Unfortunately, local authorities face a crisis. If we think of local government as another Whitehall Department, it is the one that is under the most financial pressure, because it is being asked to make the deepest cuts and to deliver them in the shortest possible time. How will any leading member of a local authority have the time to do the work that I have just described in terms of understanding the picture of a locality and talking to community groups, especially in areas in which there is poverty? Those of us who have worked with communities that suffer great poverty know that one has to expend a lot of time getting to know people and understanding the issues. I am sure that that experience cuts across the Chamber.

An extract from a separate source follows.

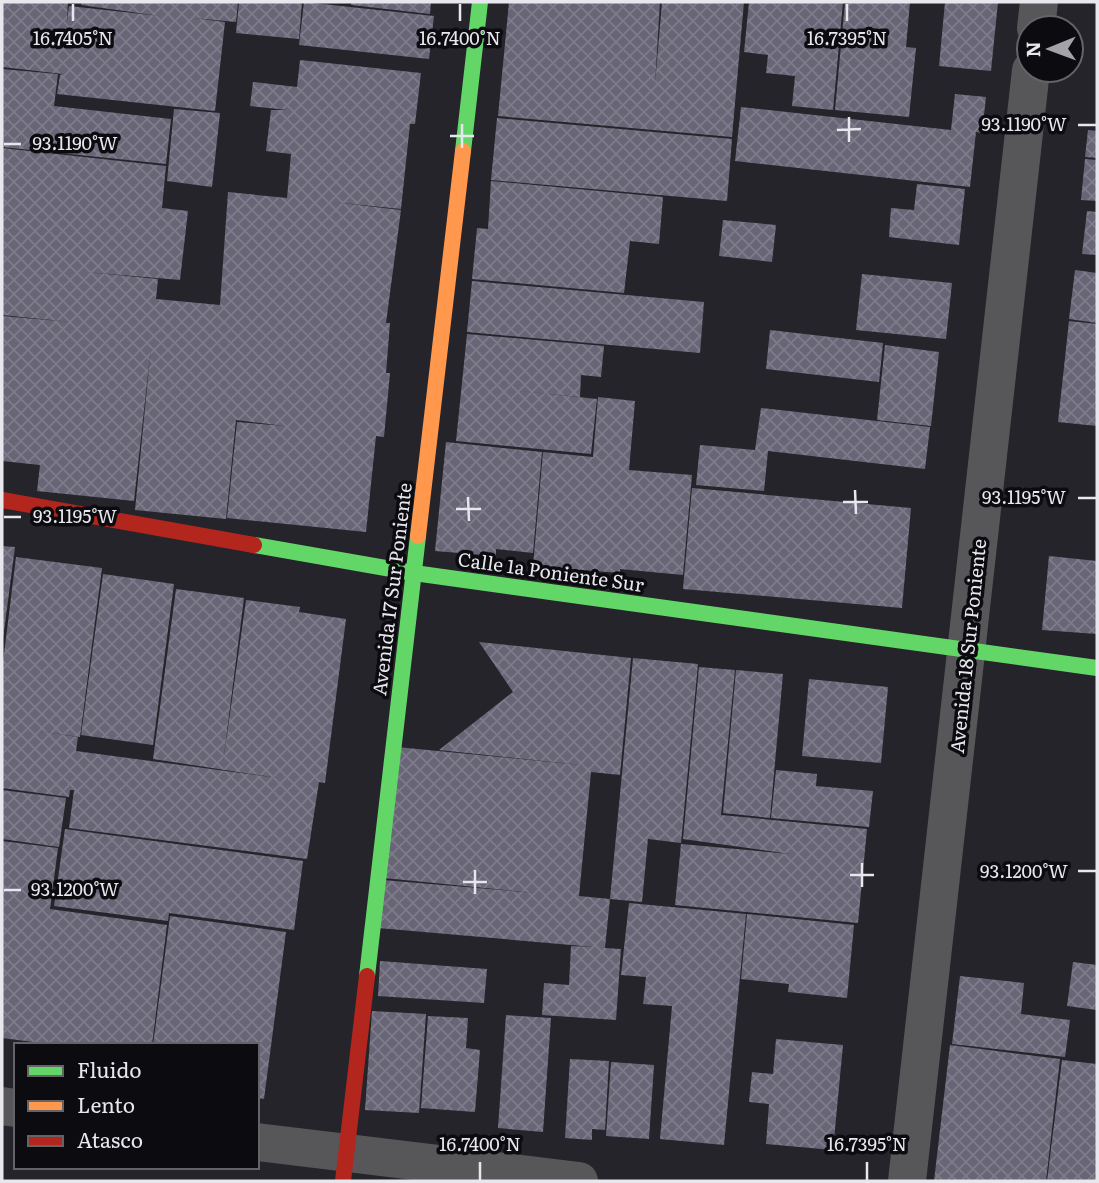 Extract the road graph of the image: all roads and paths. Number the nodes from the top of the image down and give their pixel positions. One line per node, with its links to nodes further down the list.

That all takes time, effort and resources, which are three things that local authorities do not have. Local authorities are being forced to look at libraries from the wrong end of the policy telescope. Instead of working out how to deliver a long-term vision and to stack up the financial business plan behind that—either from co-location or from involving the private or voluntary sector—they are being forced to cut first and deal with a vision for the service after. Local authorities are being forced to say, “What can we possibly afford? Okay, well that is what we have to give people.” They do not really have a choice here. As much as it is wonderful to hear comments about the different ways in which we can do things—I absolutely support that—we must be real about the situation that local authorities are in.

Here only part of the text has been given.